The suit accuses Google, which owns or controls Google Wallet, and Facebook, which controls Facebook Messenger, of violating antitrust law by “negotiating for monopoly-like pricing and by charging prices that are far higher than that of competitors”.
Google, which is also one of the biggest technology companies in the world, has said it would fight the lawsuit.
“We are pleased that Uber has chosen to join us in our fight against this frivolous lawsuit,” Google said in an emailed statement.
“We will defend the law and vigorously defend any claims we may have against Uber.”
“We believe in the basic principle that competition is the foundation of our democracy, and the court should not force the courts to make it the default choice for consumers,” Facebook said.
“In the wake of the Supreme Court decision in Google Wallet v Google, we have long advocated for stronger competition, particularly in the marketplace for consumer-facing goods and services.
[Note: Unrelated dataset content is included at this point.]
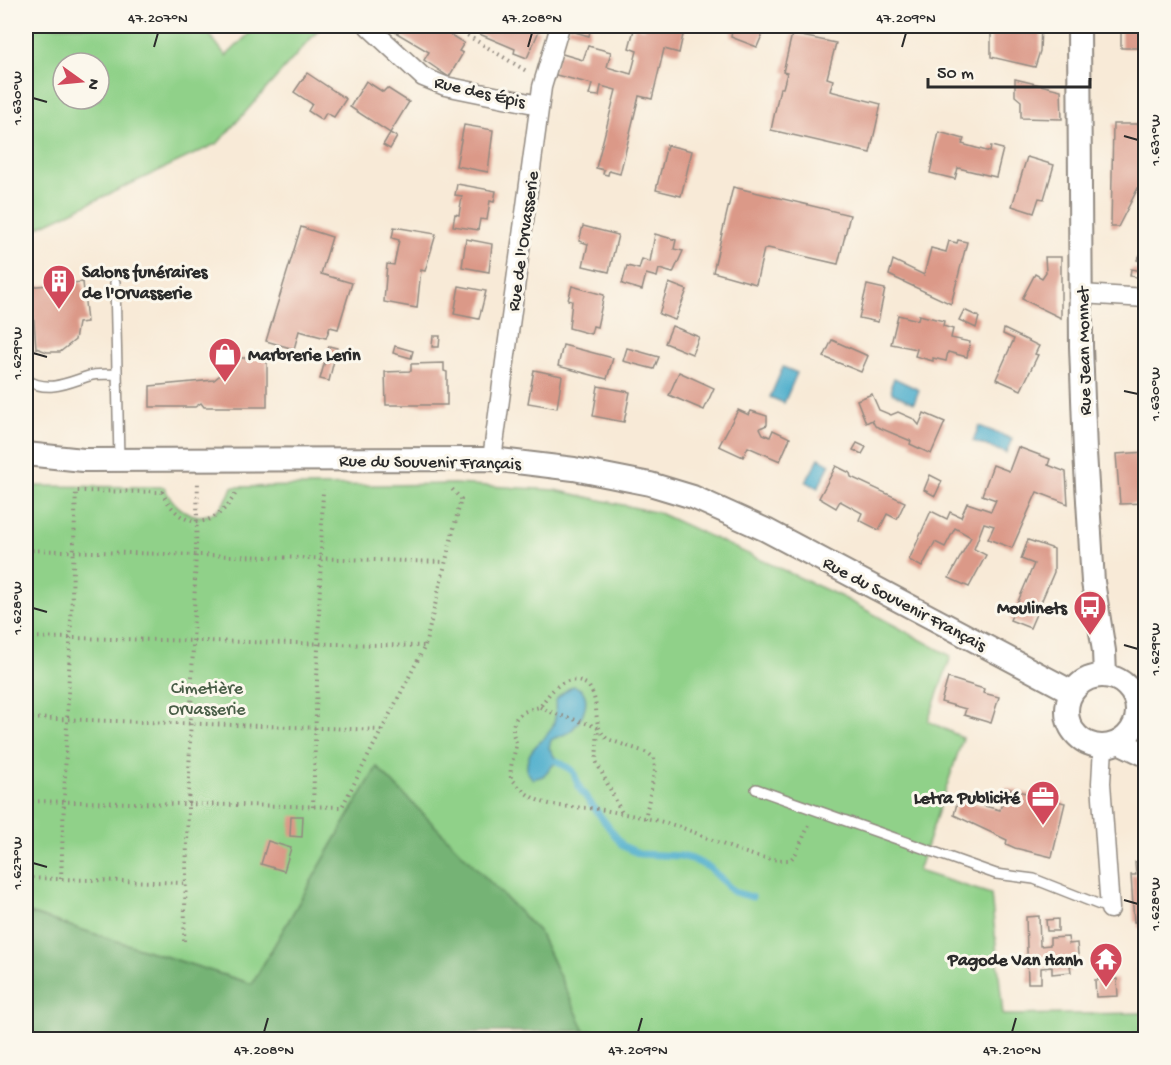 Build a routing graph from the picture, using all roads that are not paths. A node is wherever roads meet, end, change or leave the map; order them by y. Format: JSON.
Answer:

We have already made significant investments to support consumer innovation and competition in the consumer goods and entertainment industry, and we are proud to be a part of that effort.”
Google has been the target of antitrust suits before, but has generally rejected those claims.
Earlier this year, Uber settled with US regulators in the wake, after a US Federal Circuit court ruled that the company had to pay $680m (£468m) in a $6.6bn settlement.